## [Task requirements]
The records beneath should be printed exactly, and the pictures are to be left out.

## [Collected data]
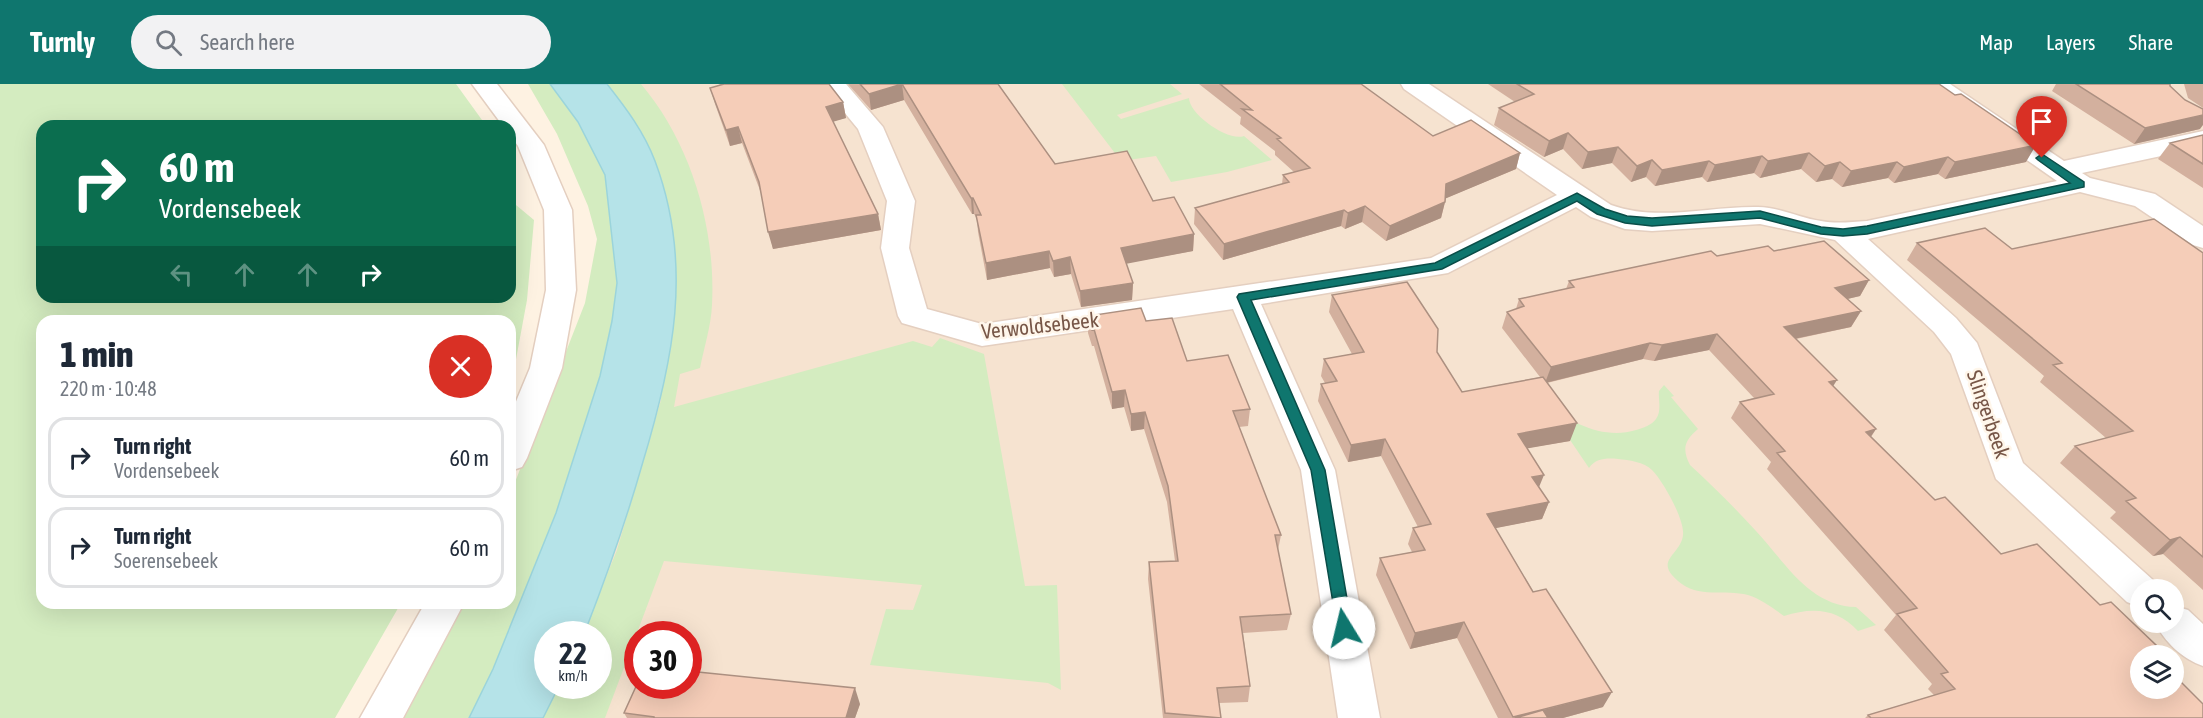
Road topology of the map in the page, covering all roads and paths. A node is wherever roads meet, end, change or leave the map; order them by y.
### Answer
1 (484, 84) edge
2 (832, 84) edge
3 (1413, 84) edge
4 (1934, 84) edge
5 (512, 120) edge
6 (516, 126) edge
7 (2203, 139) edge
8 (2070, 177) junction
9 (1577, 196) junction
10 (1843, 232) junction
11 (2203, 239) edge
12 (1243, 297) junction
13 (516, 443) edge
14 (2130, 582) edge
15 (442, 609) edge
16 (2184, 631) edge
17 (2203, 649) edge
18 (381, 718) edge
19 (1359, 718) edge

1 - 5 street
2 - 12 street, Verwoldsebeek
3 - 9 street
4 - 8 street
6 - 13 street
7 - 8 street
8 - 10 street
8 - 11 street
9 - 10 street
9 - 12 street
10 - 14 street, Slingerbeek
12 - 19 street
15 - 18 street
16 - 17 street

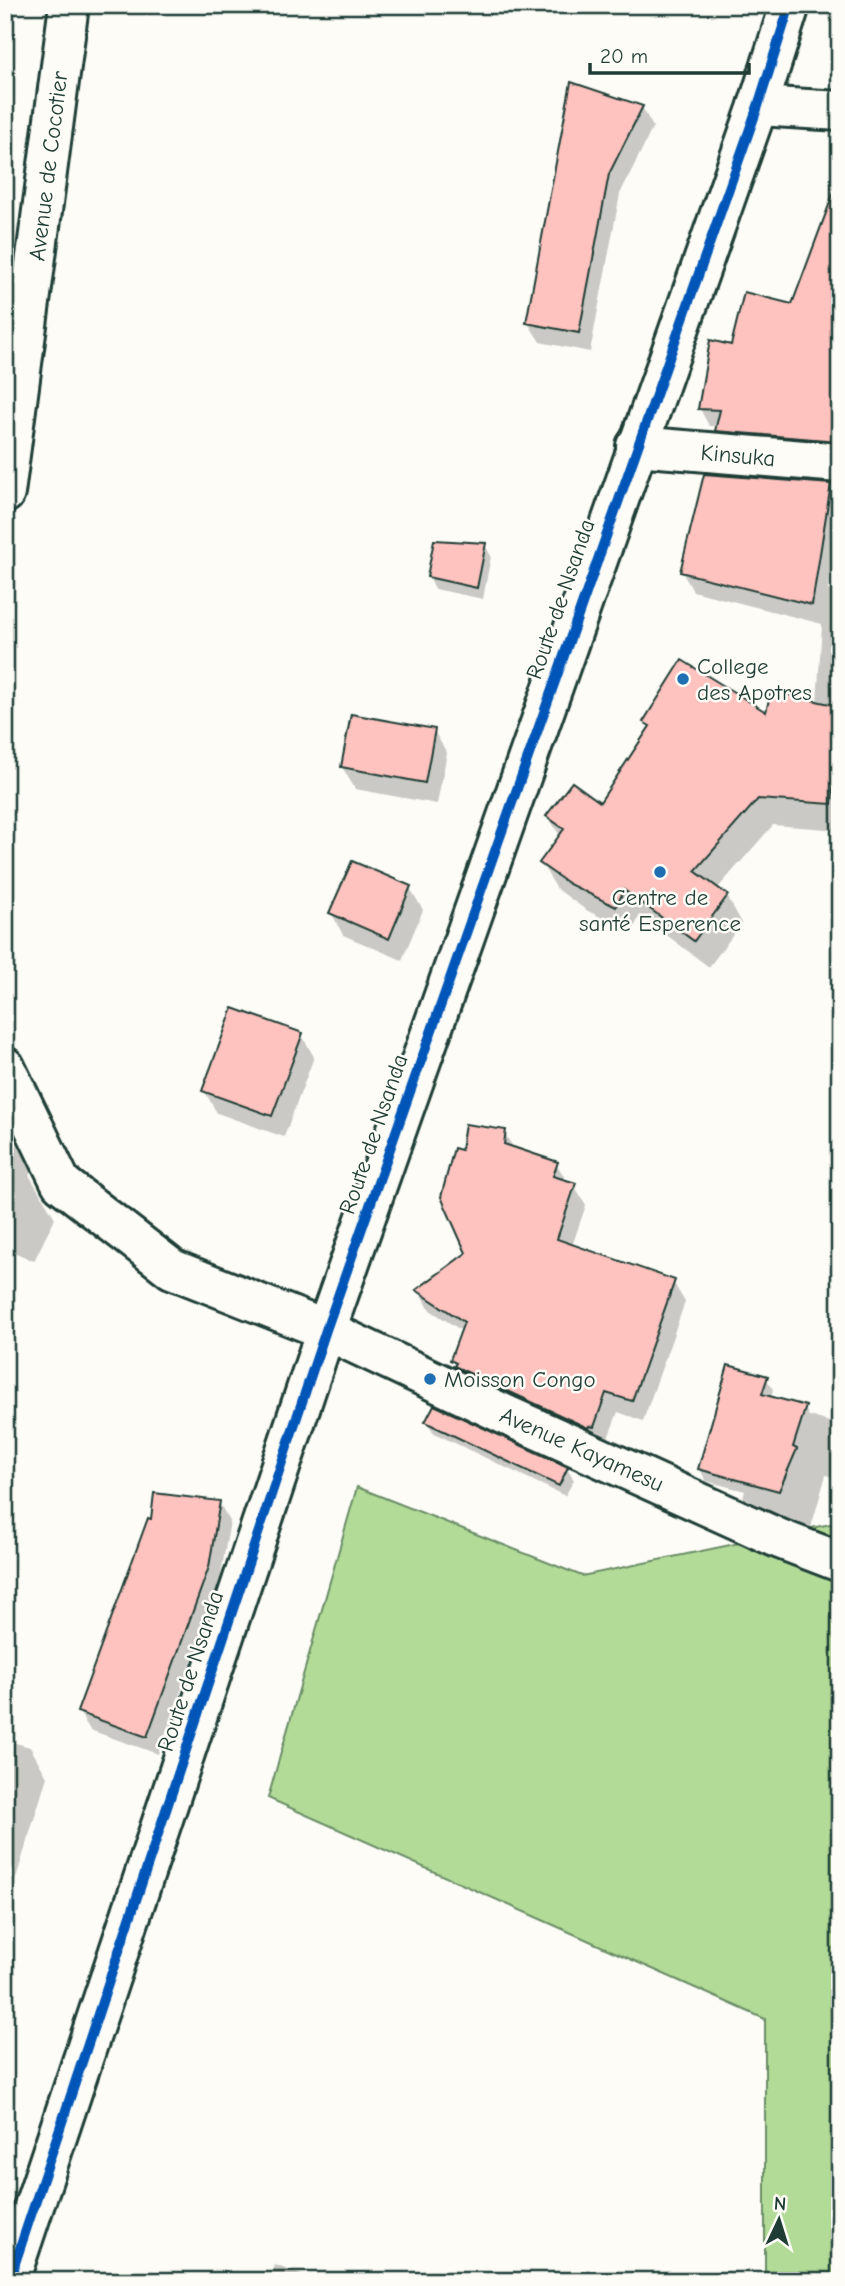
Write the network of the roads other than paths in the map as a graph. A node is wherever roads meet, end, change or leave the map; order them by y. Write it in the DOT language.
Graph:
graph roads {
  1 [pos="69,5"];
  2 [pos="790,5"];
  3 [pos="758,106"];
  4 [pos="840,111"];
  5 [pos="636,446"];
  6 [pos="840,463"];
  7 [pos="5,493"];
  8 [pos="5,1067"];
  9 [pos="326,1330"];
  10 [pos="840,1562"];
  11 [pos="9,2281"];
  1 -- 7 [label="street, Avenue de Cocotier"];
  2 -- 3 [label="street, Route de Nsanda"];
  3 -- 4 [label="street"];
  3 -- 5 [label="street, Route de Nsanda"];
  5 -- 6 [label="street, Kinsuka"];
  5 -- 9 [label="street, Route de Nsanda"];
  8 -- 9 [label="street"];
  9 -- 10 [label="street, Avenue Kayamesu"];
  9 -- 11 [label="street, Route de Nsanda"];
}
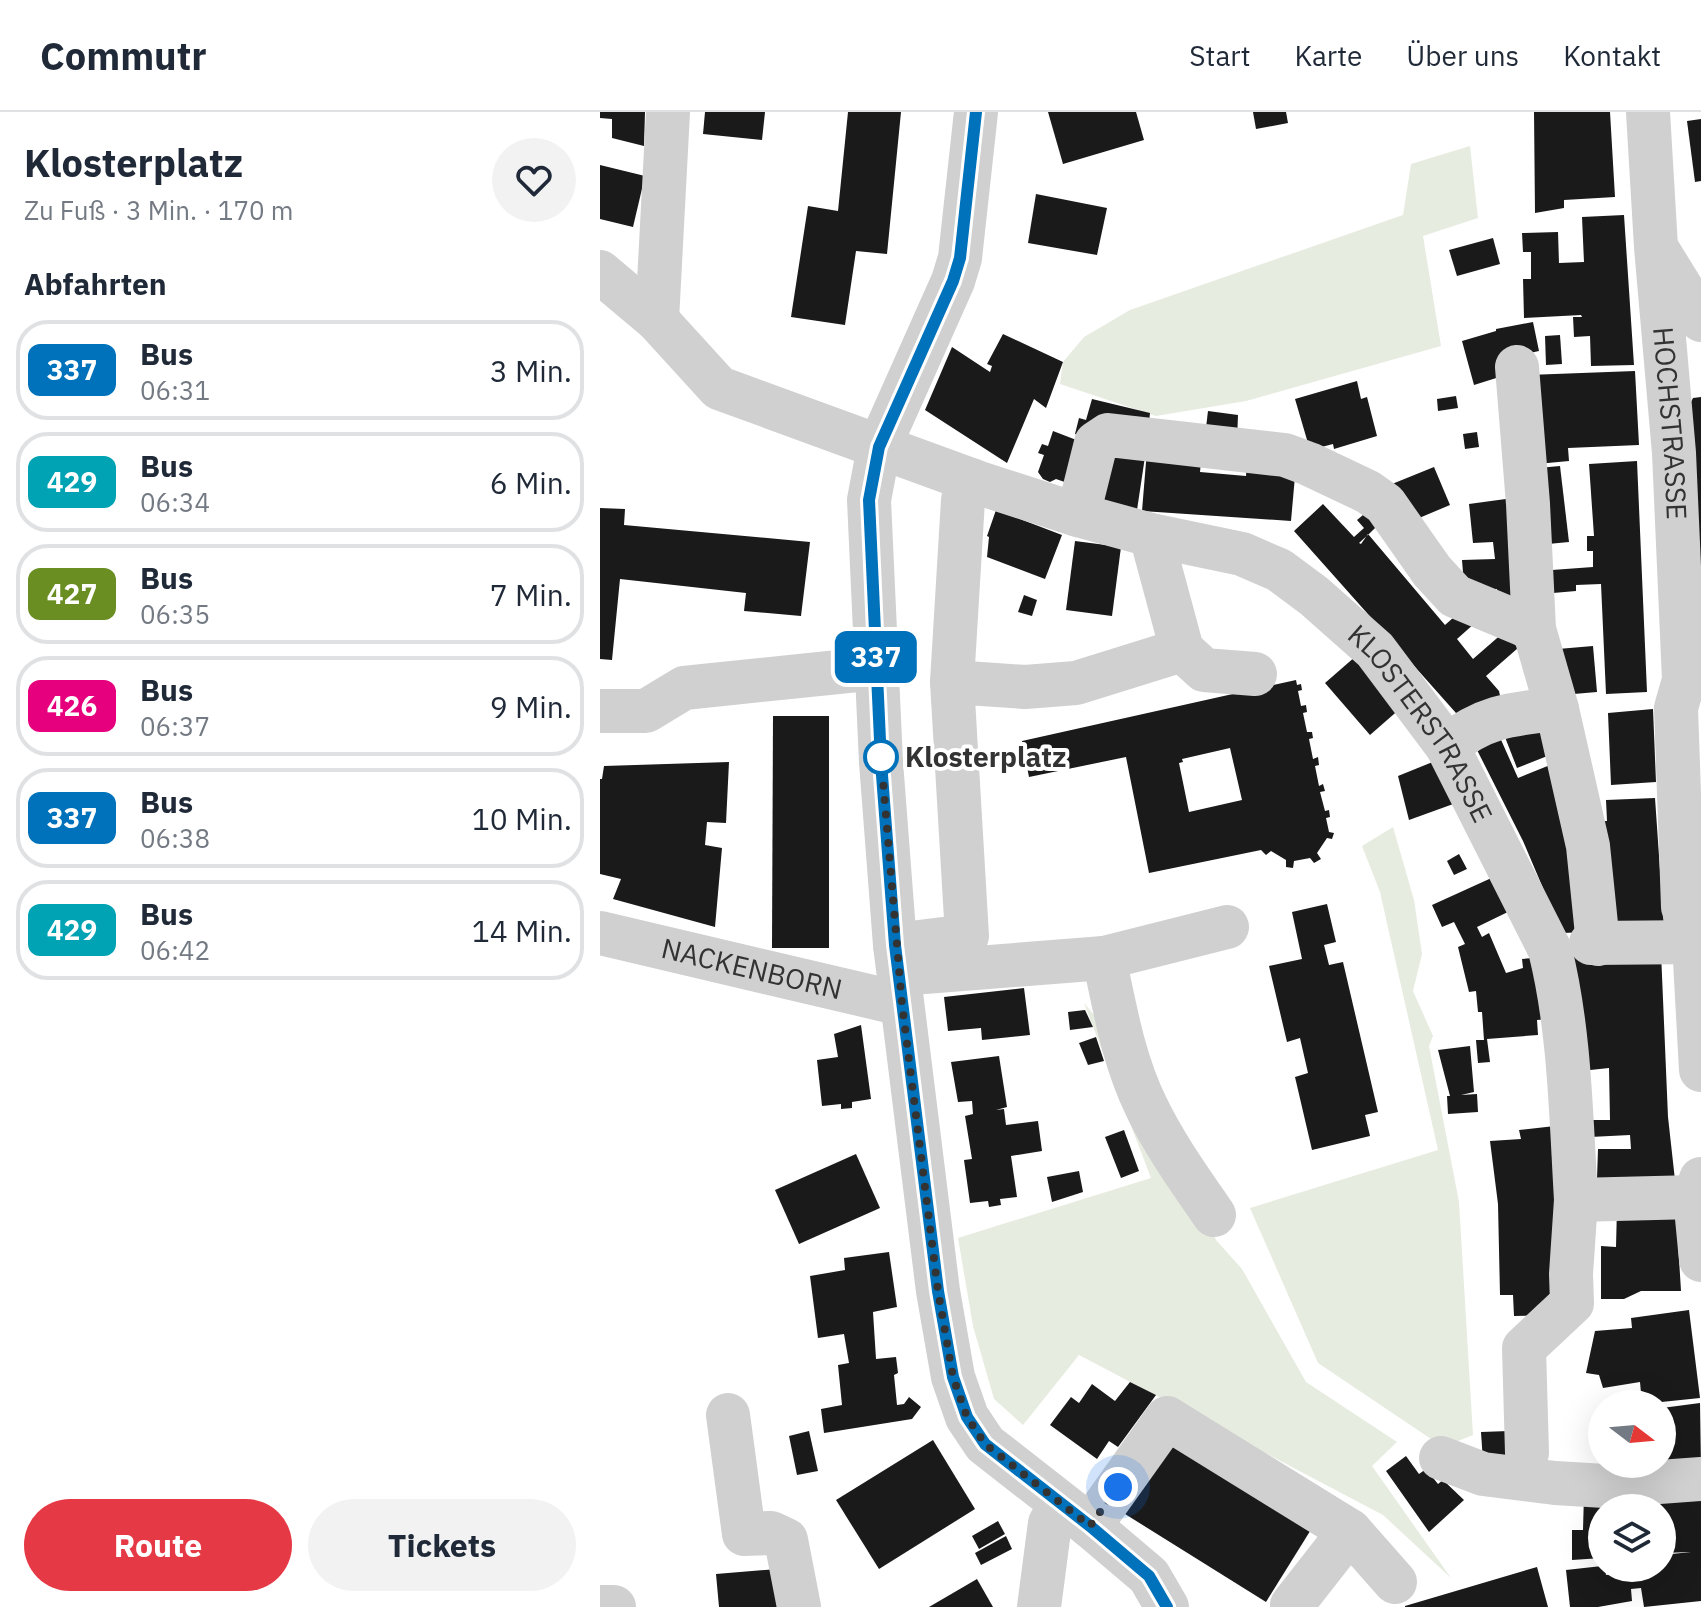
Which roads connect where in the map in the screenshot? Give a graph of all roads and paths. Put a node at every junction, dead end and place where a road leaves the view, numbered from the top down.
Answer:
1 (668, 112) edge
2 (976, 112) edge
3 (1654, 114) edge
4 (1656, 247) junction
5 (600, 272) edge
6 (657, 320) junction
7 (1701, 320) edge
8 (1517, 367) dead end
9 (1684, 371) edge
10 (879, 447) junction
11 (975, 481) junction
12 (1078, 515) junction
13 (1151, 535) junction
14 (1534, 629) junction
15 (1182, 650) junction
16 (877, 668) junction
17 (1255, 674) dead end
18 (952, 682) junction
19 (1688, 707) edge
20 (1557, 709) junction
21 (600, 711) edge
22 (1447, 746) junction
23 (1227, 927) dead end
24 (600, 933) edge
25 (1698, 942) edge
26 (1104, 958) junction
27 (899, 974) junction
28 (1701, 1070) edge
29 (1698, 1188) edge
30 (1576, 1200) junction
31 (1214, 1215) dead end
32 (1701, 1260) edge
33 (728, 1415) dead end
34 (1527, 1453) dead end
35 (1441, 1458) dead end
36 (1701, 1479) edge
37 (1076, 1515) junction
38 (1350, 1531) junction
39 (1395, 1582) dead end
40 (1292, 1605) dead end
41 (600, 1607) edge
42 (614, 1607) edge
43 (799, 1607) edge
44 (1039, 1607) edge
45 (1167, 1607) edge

## [The answer]
Road topology of the map in the page, covering all roads and paths. A node is wherever roads meet, end, change or leave the map; order them by y.
### Answer
1 (484, 84) edge
2 (832, 84) edge
3 (1413, 84) edge
4 (1934, 84) edge
5 (512, 120) edge
6 (516, 126) edge
7 (2203, 139) edge
8 (2070, 177) junction
9 (1577, 196) junction
10 (1843, 232) junction
11 (2203, 239) edge
12 (1243, 297) junction
13 (516, 443) edge
14 (2130, 582) edge
15 (442, 609) edge
16 (2184, 631) edge
17 (2203, 649) edge
18 (381, 718) edge
19 (1359, 718) edge

1 - 5 street
2 - 12 street, Verwoldsebeek
3 - 9 street
4 - 8 street
6 - 13 street
7 - 8 street
8 - 10 street
8 - 11 street
9 - 10 street
9 - 12 street
10 - 14 street, Slingerbeek
12 - 19 street
15 - 18 street
16 - 17 street

Write the network of the roads other than paths in the map as a graph. A node is wherever roads meet, end, change or leave the map; order them by y. Write it in the DOT language.
Graph:
graph roads {
  1 [pos="69,5"];
  2 [pos="790,5"];
  3 [pos="758,106"];
  4 [pos="840,111"];
  5 [pos="636,446"];
  6 [pos="840,463"];
  7 [pos="5,493"];
  8 [pos="5,1067"];
  9 [pos="326,1330"];
  10 [pos="840,1562"];
  11 [pos="9,2281"];
  1 -- 7 [label="street, Avenue de Cocotier"];
  2 -- 3 [label="street, Route de Nsanda"];
  3 -- 4 [label="street"];
  3 -- 5 [label="street, Route de Nsanda"];
  5 -- 6 [label="street, Kinsuka"];
  5 -- 9 [label="street, Route de Nsanda"];
  8 -- 9 [label="street"];
  9 -- 10 [label="street, Avenue Kayamesu"];
  9 -- 11 [label="street, Route de Nsanda"];
}
Which roads connect where in the map in the screenshot? Give a graph of all roads and paths. Put a node at every junction, dead end and place where a road leaves the view, numbered from the top down.
Answer:
1 (668, 112) edge
2 (976, 112) edge
3 (1654, 114) edge
4 (1656, 247) junction
5 (600, 272) edge
6 (657, 320) junction
7 (1701, 320) edge
8 (1517, 367) dead end
9 (1684, 371) edge
10 (879, 447) junction
11 (975, 481) junction
12 (1078, 515) junction
13 (1151, 535) junction
14 (1534, 629) junction
15 (1182, 650) junction
16 (877, 668) junction
17 (1255, 674) dead end
18 (952, 682) junction
19 (1688, 707) edge
20 (1557, 709) junction
21 (600, 711) edge
22 (1447, 746) junction
23 (1227, 927) dead end
24 (600, 933) edge
25 (1698, 942) edge
26 (1104, 958) junction
27 (899, 974) junction
28 (1701, 1070) edge
29 (1698, 1188) edge
30 (1576, 1200) junction
31 (1214, 1215) dead end
32 (1701, 1260) edge
33 (728, 1415) dead end
34 (1527, 1453) dead end
35 (1441, 1458) dead end
36 (1701, 1479) edge
37 (1076, 1515) junction
38 (1350, 1531) junction
39 (1395, 1582) dead end
40 (1292, 1605) dead end
41 (600, 1607) edge
42 (614, 1607) edge
43 (799, 1607) edge
44 (1039, 1607) edge
45 (1167, 1607) edge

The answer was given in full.